Wych Hazel eBook

Anna Bartlett Warner
This eBook from the Gutenberg Project consists of approximately 557 pages of information about Wych Hazel.

Wych Hazel eBook

Anna Bartlett Warner
This eBook from the Gutenberg Project consists of approximately 557 pages of information about Wych Hazel.

‘Would I?’ said Rollo.

‘And how came you to be there at all at that time of night?’ said Mr. Falkirk.

‘On my way from the cars.’

‘Cars, where?’

‘Henderson.’

‘Walk from Henderson!’ said Mr. Falkirk.

‘Save time.  I wanted to be here to-day.’  The answers were all short and grave, as a man speaks who has no words that he wants to say.

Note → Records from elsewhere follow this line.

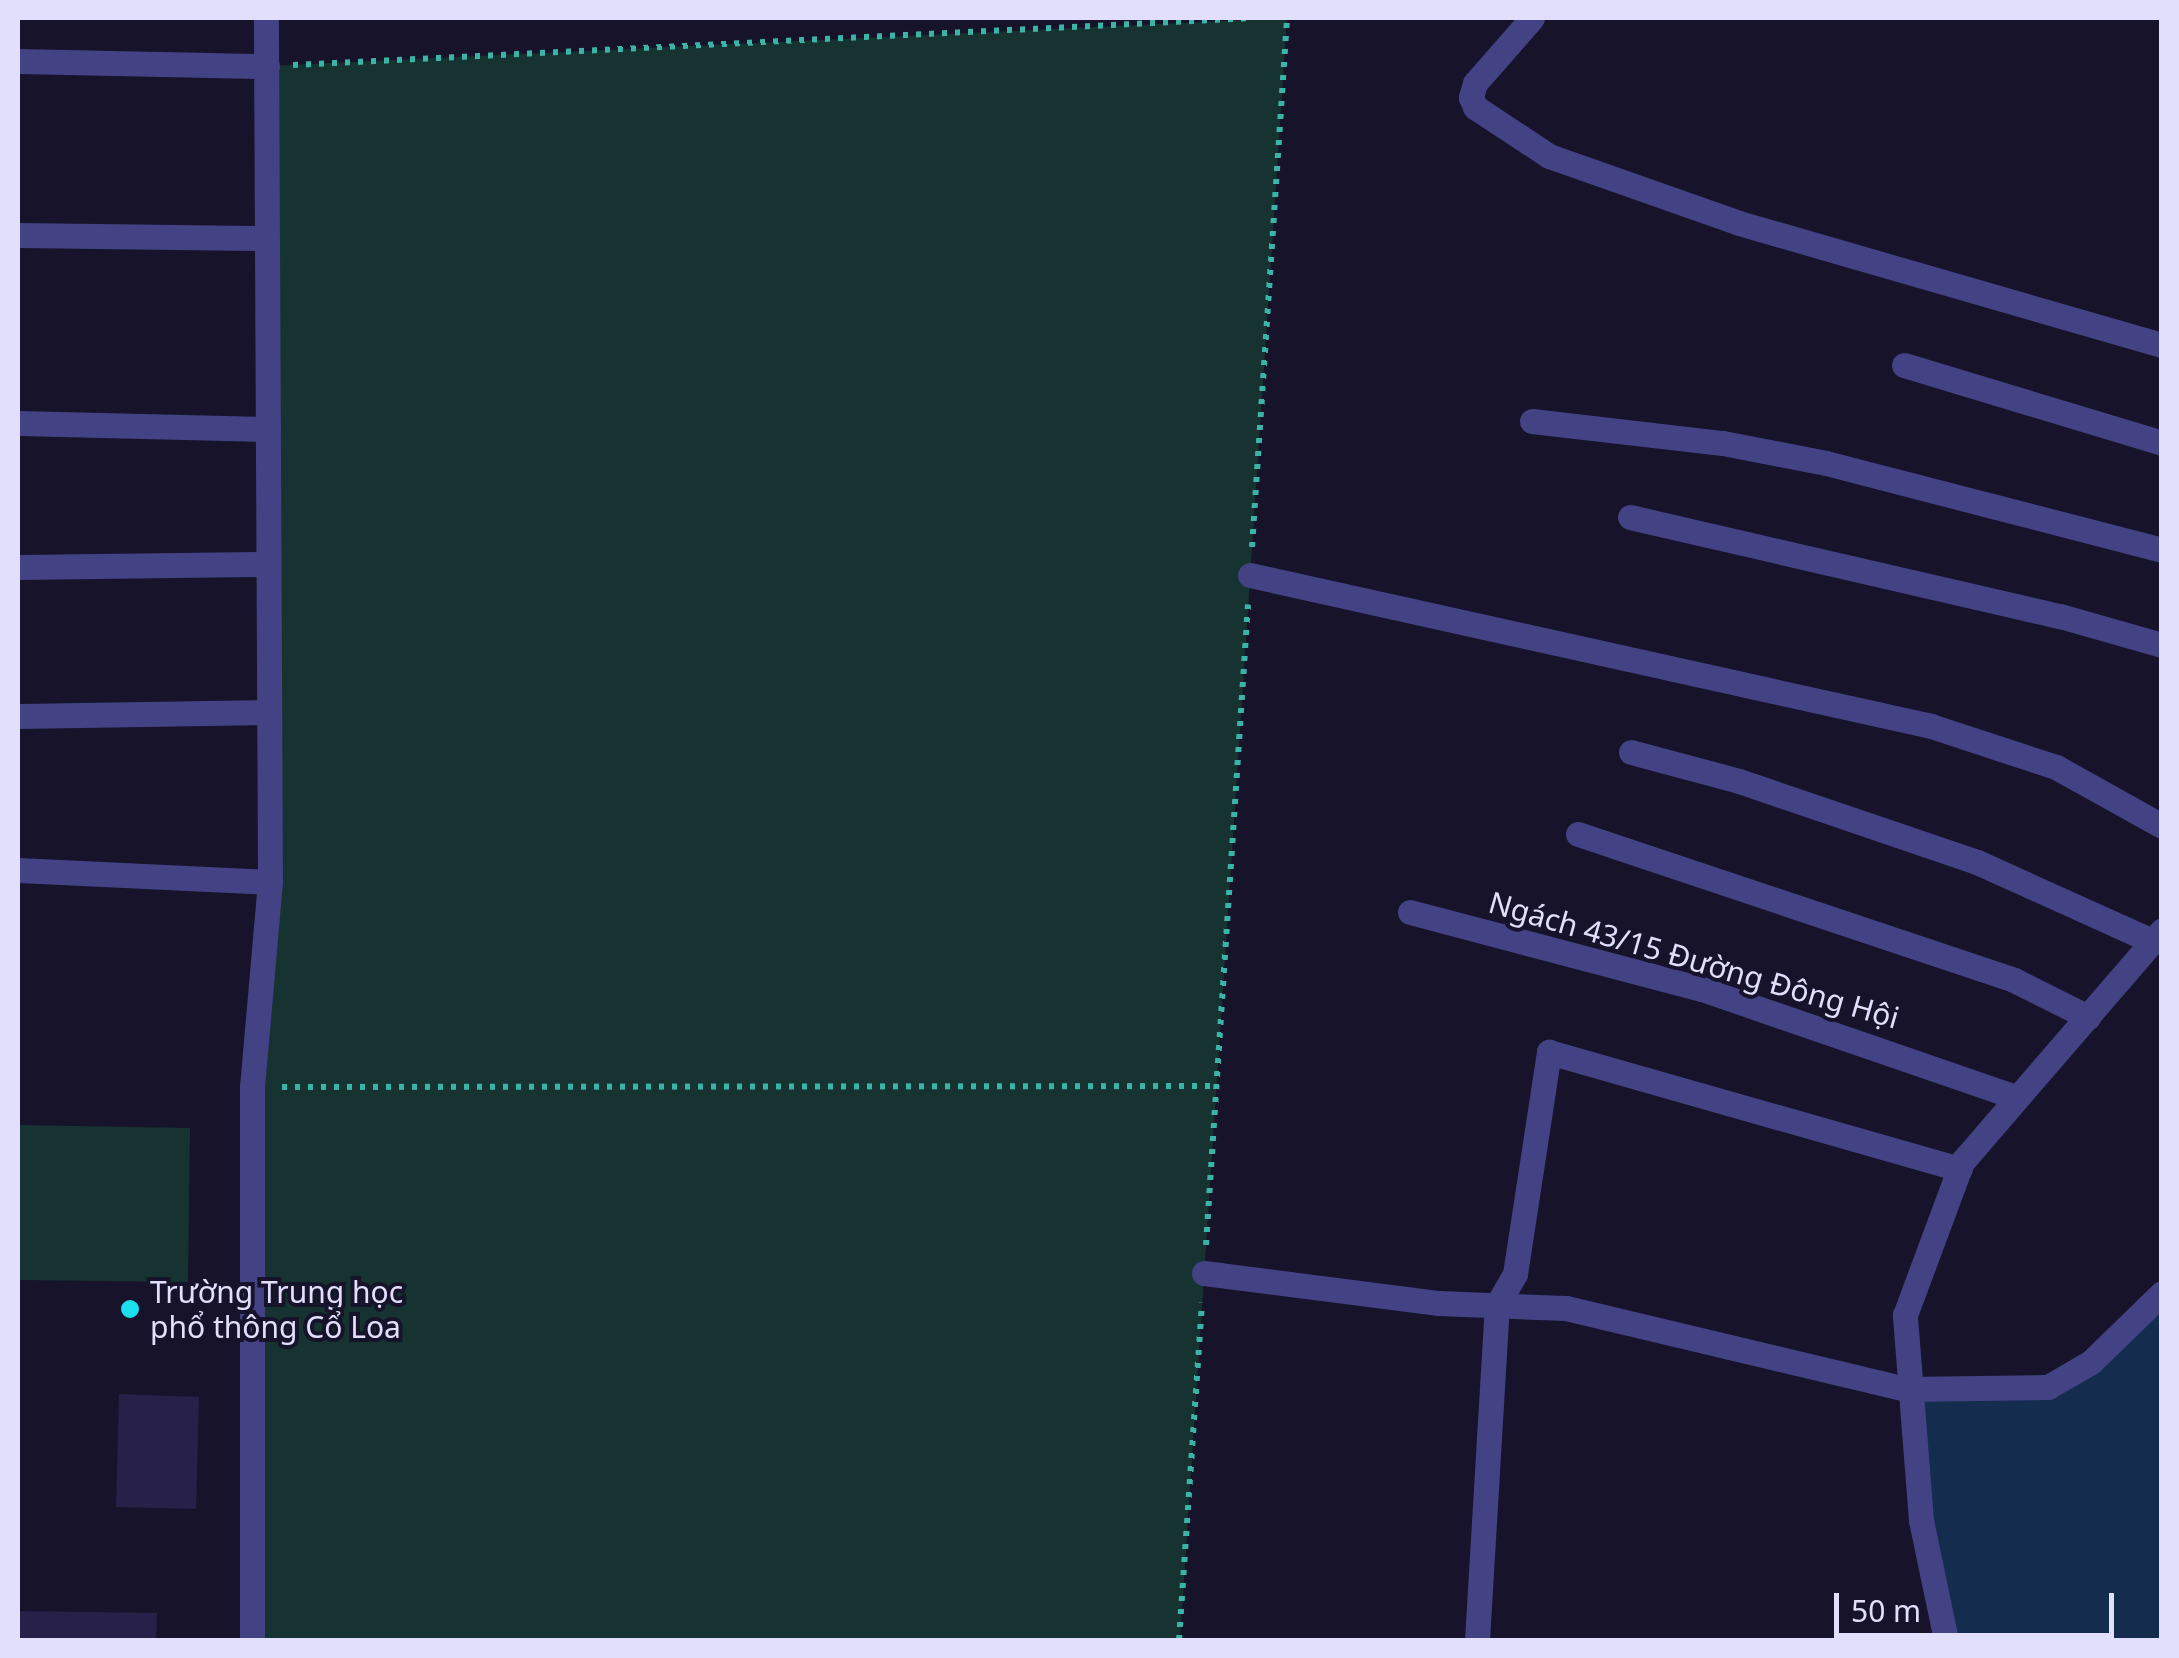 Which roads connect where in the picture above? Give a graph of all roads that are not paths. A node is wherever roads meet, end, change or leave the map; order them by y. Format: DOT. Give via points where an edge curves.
graph roads {
  1 [pos="266,18"];
  2 [pos="1532,18"];
  3 [pos="18,61"];
  4 [pos="267,66"];
  5 [pos="18,235"];
  6 [pos="268,238"];
  7 [pos="2162,345"];
  8 [pos="1904,365"];
  9 [pos="1532,422"];
  10 [pos="18,423"];
  11 [pos="268,429"];
  12 [pos="2162,443"];
  13 [pos="1630,517"];
  14 [pos="2162,550"];
  15 [pos="267,564"];
  16 [pos="18,567"];
  17 [pos="1250,576"];
  18 [pos="2162,646"];
  19 [pos="265,712"];
  20 [pos="18,716"];
  21 [pos="1631,752"];
  22 [pos="2162,826"];
  23 [pos="1578,834"];
  24 [pos="18,870"];
  25 [pos="270,882"];
  26 [pos="1410,912"];
  27 [pos="2157,936"];
  28 [pos="2088,1017"];
  29 [pos="2015,1097"];
  30 [pos="1960,1169"];
  31 [pos="1204,1273"];
  32 [pos="2162,1293"];
  33 [pos="1497,1306"];
  34 [pos="1906,1389"];
  35 [pos="252,1640"];
  36 [pos="1478,1640"];
  37 [pos="1946,1640"];
  1 -- 4 [label="street"];
  2 -- 7 [label="street" via="1471,96 1475,107 1549,156 1739,223"];
  3 -- 4 [label="street"];
  4 -- 6 [label="street"];
  5 -- 6 [label="street"];
  6 -- 11 [label="street"];
  8 -- 12 [label="street"];
  9 -- 14 [label="street" via="1792,456"];
  10 -- 11 [label="street"];
  11 -- 15 [label="street"];
  13 -- 18 [label="street" via="2060,616"];
  15 -- 16 [label="street"];
  15 -- 19 [label="street"];
  17 -- 22 [label="street" via="1931,726 2056,767"];
  19 -- 20 [label="street"];
  19 -- 25 [label="street"];
  21 -- 27 [label="street" via="1739,781 1977,862"];
  23 -- 28 [label="street" via="2014,980"];
  24 -- 25 [label="street"];
  25 -- 35 [label="street" via="252,1088"];
  26 -- 29 [label="street, Ngách 43/15 Đường Đông Hội" via="1702,989"];
  27 -- 28 [label="street"];
  28 -- 29 [label="street"];
  29 -- 30 [label="street"];
  30 -- 33 [label="street" via="1548,1052 1514,1274"];
  30 -- 34 [label="street" via="1905,1316"];
  31 -- 33 [label="street"];
  32 -- 34 [label="street" via="2091,1362 2048,1387"];
  33 -- 34 [label="street" via="1566,1308"];
  33 -- 36 [label="street"];
  34 -- 37 [label="street" via="1921,1520"];
}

‘And Mr. Rollo thought’, said Hazel, looking up, ’that it was better for me to come home from Dr. Maryland’s than from the woods.  And—­when he spoke of it—­I supposed you would say that too, Mr. Falkirk.’

But Mr. Falkirk vouchsafed no corroboration of this opinion.

‘Did I do well, sir?’ she said a little eagerly, but meaning now the whole night’s work.  ’Did I do ill?  Was I a bit like your old ideal—­“a woman” and “brave”?  Or was I only a girl, and very foolish?’ They were so silent, these men!—­it tried her.  Did they, in their worldly wisdom, see any better way out of her hard places, than her seventeen years’ inexperience had found, at such a cost?  The brown eyes looked searchingly at Mr. Falkirk, and again for an instant went beyond him to Mr. Rollo.

‘Answer, Mr. Falkirk!’ said the younger man.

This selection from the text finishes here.